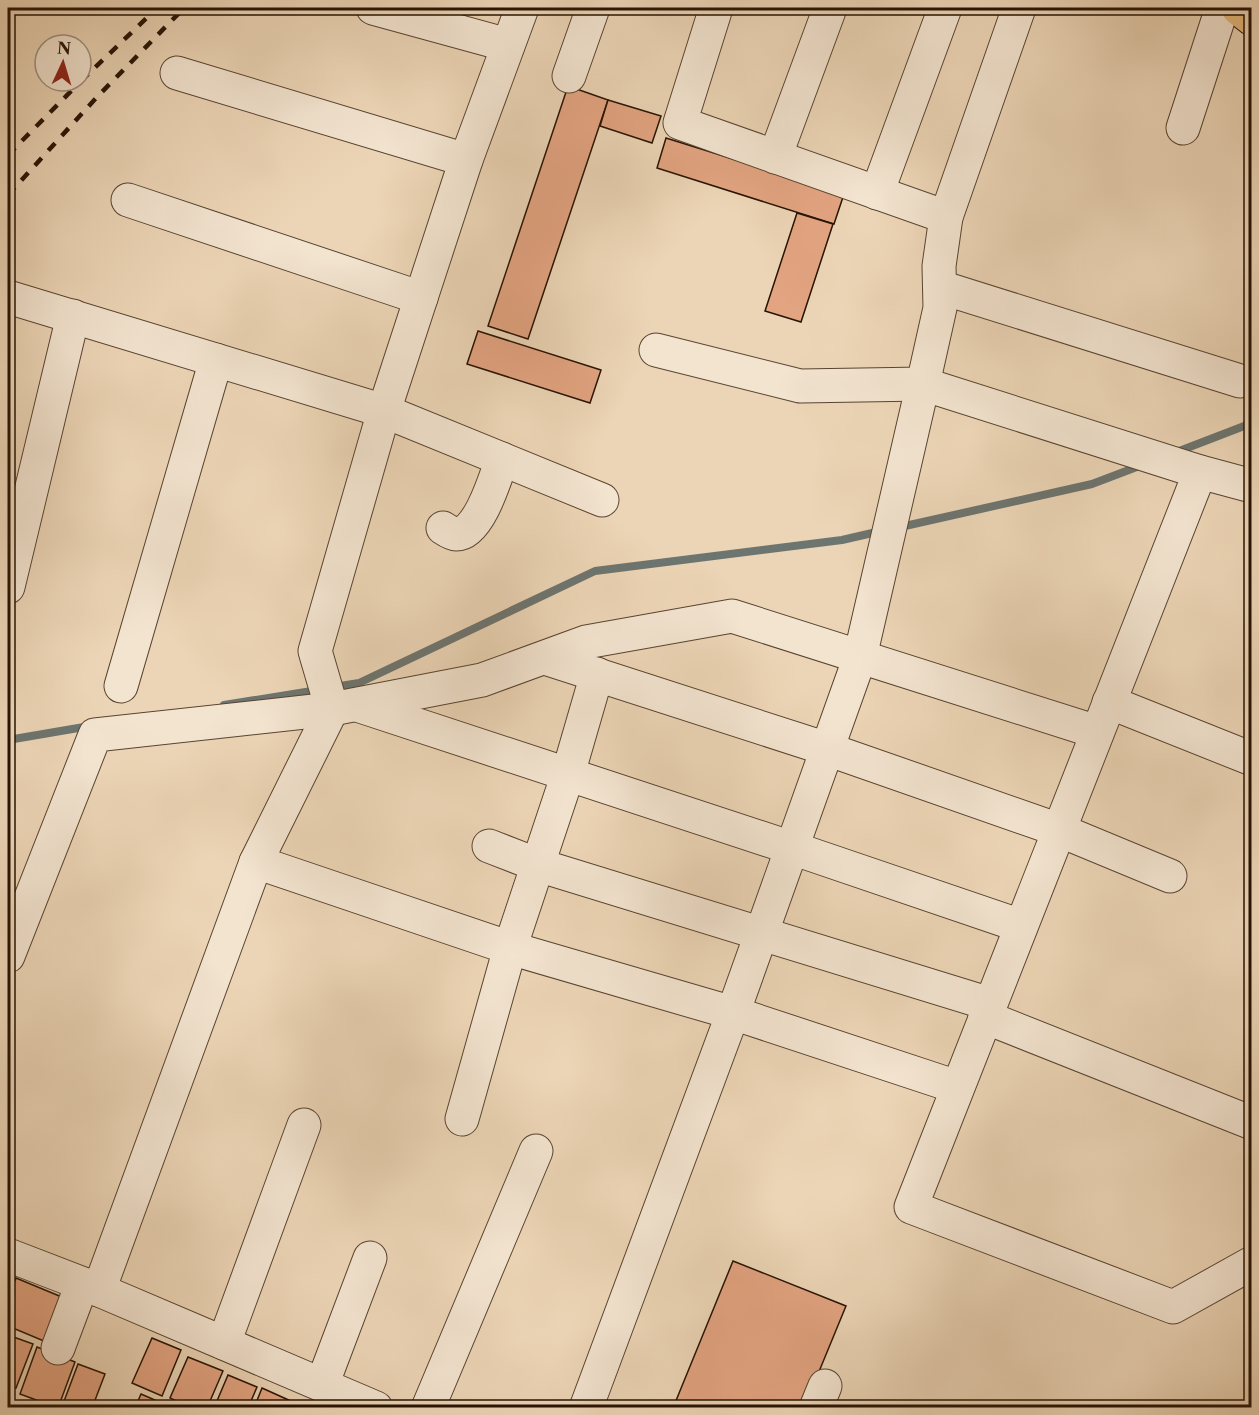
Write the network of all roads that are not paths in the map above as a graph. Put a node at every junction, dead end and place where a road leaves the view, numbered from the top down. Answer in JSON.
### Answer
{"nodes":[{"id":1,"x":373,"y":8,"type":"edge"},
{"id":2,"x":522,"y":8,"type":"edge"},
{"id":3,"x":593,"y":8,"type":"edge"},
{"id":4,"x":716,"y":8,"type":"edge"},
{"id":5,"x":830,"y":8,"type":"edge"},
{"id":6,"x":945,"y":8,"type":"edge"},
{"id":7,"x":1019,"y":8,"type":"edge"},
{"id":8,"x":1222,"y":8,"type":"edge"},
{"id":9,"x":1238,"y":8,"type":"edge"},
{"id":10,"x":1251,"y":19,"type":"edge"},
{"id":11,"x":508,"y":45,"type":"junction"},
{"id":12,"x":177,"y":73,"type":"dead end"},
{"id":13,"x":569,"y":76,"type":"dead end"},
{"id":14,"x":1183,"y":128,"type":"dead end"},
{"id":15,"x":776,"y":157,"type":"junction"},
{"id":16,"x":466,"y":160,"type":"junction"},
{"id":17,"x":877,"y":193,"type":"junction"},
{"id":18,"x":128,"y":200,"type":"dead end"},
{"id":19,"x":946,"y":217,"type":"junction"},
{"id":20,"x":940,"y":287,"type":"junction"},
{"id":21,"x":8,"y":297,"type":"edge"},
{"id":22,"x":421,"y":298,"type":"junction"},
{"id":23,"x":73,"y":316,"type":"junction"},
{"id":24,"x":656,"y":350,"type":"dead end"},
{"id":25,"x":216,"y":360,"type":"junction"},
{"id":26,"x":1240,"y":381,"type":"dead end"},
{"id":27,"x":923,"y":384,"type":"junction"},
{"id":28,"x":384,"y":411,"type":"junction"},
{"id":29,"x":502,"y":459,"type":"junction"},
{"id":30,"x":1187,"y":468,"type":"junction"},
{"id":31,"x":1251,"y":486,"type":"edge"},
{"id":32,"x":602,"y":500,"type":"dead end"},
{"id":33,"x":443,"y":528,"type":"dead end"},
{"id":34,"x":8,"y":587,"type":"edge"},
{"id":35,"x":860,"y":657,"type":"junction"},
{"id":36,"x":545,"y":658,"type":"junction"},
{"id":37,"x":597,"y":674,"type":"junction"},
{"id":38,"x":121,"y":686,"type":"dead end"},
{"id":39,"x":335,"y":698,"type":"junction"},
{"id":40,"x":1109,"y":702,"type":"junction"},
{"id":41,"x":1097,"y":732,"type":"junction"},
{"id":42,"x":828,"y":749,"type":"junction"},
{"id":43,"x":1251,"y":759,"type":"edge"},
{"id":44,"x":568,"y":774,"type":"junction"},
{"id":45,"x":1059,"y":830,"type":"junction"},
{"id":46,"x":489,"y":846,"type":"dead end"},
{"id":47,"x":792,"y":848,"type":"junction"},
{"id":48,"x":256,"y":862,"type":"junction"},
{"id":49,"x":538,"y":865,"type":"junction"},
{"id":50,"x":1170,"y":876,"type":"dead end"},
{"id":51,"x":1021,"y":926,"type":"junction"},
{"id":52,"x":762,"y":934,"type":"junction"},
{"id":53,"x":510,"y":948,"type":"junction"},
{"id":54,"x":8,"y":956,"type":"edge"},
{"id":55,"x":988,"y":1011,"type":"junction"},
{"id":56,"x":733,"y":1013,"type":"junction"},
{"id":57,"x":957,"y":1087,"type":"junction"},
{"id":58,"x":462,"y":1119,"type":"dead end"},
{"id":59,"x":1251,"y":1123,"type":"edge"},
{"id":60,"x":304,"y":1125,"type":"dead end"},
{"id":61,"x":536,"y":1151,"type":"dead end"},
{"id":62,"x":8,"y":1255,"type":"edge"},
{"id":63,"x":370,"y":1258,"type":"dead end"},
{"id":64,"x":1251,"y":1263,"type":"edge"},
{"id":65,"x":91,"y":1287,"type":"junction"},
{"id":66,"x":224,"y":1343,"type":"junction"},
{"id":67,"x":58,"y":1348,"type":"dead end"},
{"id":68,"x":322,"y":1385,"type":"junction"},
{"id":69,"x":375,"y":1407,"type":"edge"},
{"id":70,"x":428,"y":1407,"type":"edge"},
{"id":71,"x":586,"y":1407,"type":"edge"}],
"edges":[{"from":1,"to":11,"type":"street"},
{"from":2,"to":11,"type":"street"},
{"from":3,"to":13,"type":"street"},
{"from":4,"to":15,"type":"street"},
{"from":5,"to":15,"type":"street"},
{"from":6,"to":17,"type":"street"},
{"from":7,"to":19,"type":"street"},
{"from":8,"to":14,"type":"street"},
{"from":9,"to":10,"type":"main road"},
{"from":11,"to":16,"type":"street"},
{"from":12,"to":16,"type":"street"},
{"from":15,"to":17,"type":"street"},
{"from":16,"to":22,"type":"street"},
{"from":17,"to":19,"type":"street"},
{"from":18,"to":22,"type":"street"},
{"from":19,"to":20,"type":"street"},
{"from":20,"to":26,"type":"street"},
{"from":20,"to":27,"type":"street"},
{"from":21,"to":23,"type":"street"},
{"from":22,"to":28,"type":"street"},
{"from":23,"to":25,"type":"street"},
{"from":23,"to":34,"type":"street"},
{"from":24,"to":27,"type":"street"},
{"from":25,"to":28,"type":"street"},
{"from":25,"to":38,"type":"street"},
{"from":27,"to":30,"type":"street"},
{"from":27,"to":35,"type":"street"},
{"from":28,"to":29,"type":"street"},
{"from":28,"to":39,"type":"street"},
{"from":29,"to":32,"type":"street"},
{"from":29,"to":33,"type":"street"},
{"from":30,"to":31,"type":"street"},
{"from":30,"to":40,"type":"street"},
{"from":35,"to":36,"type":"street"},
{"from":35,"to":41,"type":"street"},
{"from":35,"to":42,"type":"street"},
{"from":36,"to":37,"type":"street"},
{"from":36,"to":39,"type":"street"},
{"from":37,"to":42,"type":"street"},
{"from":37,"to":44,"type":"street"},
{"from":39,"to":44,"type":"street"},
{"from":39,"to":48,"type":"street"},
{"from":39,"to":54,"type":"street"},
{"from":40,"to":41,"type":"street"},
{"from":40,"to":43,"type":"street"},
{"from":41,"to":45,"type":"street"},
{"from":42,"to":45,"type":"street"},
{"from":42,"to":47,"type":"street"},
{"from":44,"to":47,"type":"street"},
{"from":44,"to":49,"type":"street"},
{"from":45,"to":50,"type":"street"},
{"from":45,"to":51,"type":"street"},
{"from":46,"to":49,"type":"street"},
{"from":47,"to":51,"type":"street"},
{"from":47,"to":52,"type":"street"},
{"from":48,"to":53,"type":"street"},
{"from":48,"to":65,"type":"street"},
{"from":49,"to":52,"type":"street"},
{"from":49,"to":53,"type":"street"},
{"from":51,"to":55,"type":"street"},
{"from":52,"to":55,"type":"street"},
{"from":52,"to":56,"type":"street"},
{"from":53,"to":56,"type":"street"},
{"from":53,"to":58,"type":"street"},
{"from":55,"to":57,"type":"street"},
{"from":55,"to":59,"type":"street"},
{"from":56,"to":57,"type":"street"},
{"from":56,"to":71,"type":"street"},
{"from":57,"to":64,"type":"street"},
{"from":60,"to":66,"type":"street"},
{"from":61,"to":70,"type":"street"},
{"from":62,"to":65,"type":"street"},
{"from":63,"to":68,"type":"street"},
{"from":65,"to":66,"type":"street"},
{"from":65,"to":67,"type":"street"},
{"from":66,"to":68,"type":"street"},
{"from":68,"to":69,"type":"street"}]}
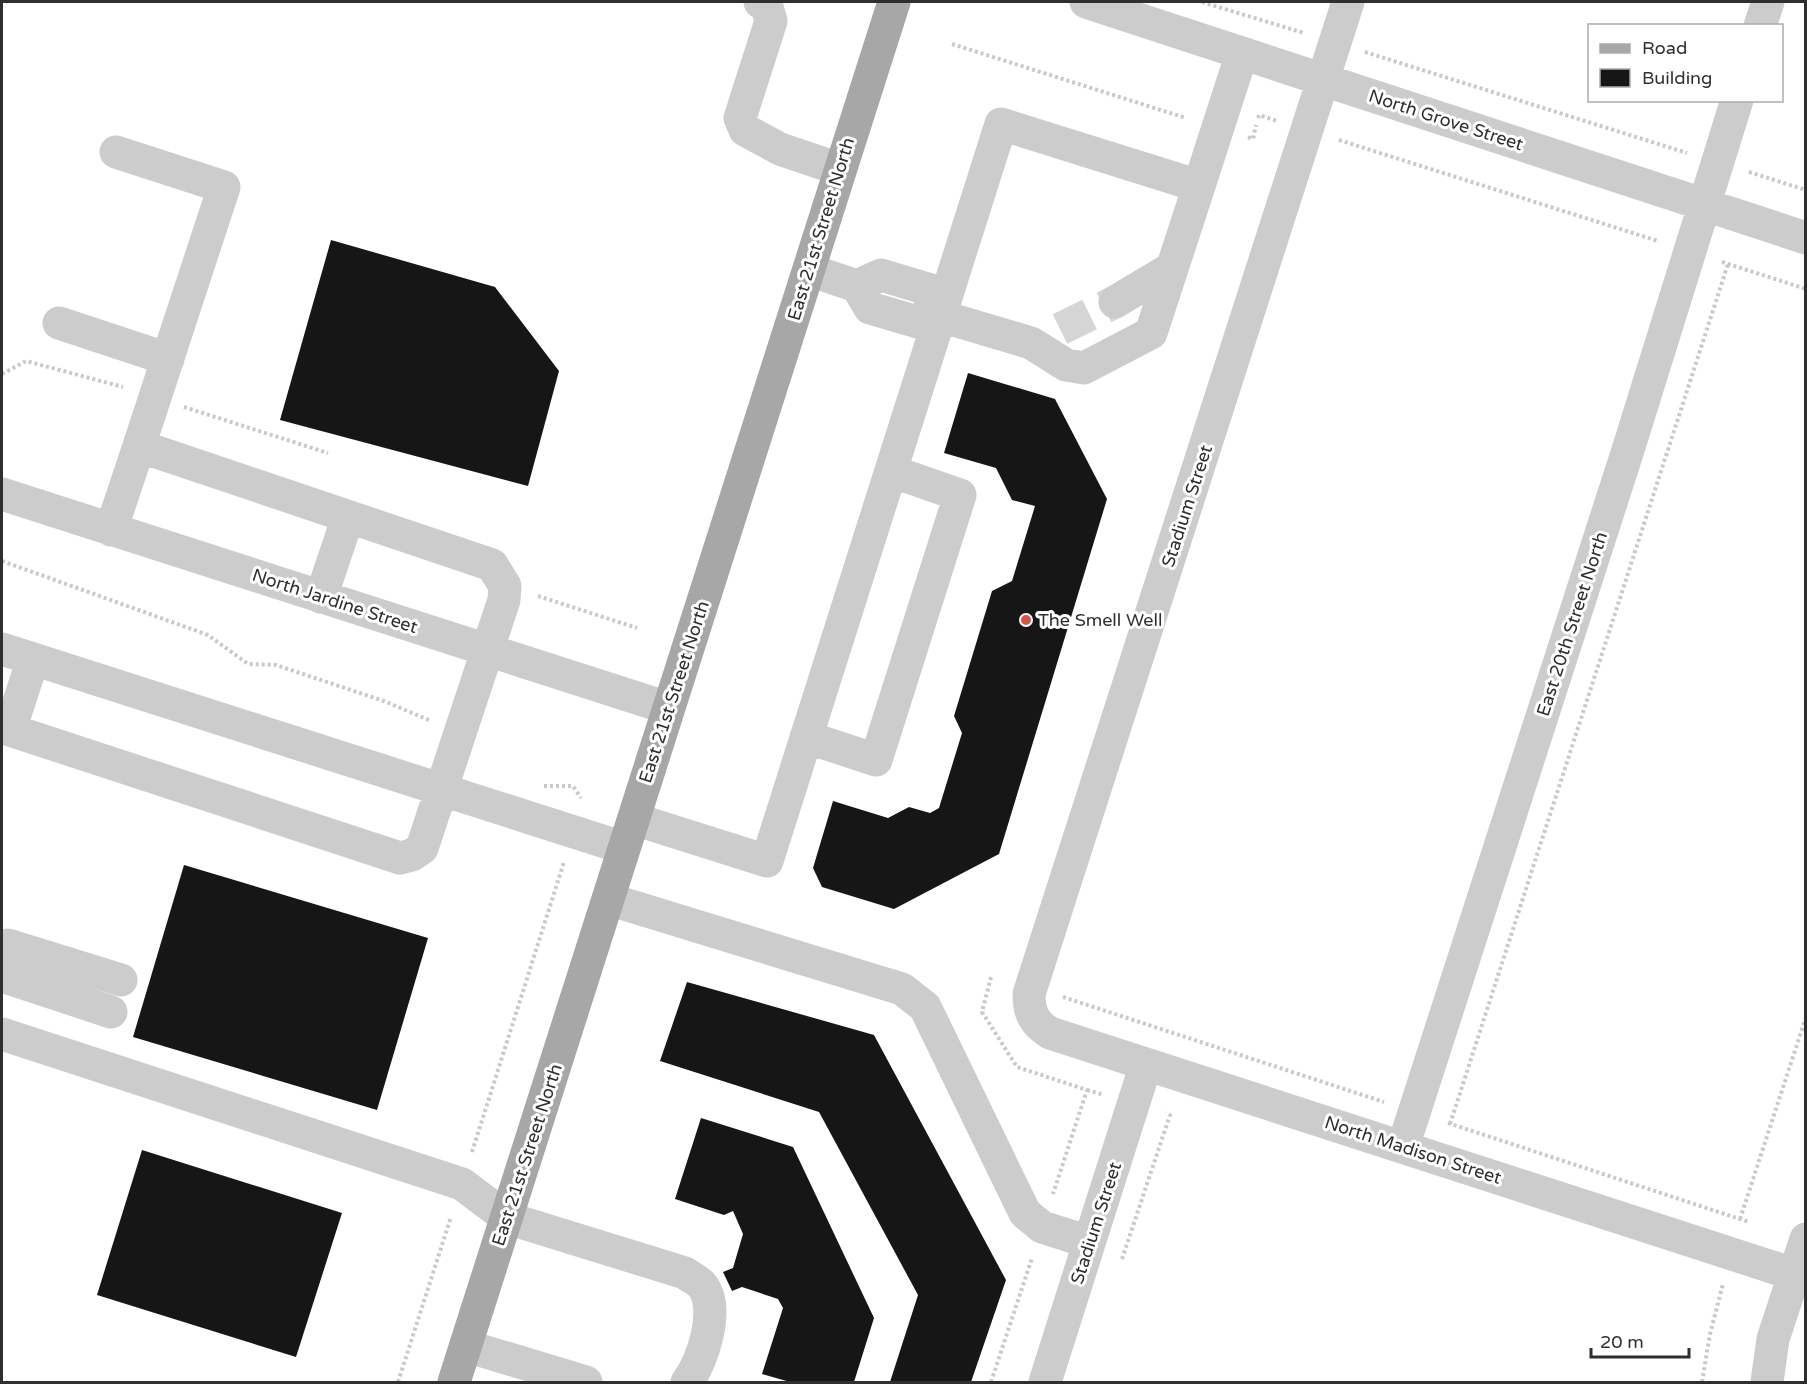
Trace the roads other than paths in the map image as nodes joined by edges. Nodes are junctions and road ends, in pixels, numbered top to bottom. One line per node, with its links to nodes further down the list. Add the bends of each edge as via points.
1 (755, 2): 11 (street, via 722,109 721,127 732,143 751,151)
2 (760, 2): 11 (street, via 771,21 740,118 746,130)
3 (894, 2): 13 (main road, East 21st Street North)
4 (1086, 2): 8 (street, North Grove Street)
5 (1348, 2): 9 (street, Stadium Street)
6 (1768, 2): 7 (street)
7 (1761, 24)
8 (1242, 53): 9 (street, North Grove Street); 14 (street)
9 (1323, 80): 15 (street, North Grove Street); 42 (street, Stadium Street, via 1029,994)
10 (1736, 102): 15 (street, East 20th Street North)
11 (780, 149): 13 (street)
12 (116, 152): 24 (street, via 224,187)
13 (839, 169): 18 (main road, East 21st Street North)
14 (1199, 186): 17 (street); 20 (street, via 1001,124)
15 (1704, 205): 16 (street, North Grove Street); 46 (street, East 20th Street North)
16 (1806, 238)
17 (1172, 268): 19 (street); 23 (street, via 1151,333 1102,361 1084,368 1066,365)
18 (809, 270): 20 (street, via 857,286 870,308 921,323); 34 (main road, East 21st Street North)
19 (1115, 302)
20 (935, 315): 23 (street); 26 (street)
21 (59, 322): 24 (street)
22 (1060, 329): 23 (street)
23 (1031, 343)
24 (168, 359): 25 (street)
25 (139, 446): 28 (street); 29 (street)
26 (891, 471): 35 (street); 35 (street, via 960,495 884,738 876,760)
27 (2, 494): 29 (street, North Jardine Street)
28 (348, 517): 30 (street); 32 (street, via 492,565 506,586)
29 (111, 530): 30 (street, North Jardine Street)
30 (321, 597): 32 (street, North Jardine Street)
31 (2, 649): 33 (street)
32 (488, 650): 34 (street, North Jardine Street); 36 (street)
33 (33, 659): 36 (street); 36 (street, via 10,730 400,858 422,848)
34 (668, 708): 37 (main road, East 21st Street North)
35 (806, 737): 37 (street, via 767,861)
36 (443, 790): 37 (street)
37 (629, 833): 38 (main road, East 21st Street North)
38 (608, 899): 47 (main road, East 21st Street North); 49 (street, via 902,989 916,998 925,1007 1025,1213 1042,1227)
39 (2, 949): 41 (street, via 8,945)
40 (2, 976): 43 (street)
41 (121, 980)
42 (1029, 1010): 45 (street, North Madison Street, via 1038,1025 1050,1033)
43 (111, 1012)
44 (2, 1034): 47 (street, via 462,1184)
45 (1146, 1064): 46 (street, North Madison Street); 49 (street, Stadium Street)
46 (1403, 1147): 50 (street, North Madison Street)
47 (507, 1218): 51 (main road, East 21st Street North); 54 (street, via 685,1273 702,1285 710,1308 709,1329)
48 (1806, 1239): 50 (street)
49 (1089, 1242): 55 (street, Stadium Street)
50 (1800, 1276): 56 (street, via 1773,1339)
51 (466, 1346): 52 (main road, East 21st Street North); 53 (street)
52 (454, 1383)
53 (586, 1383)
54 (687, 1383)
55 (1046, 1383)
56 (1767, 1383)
# # # # #
▶ _WORK ITEM_
Check each line of the material above for "Jardine", count those that have it, and answer with the number alone.

▶ _ANSWER TO THIS EXERCISE_
4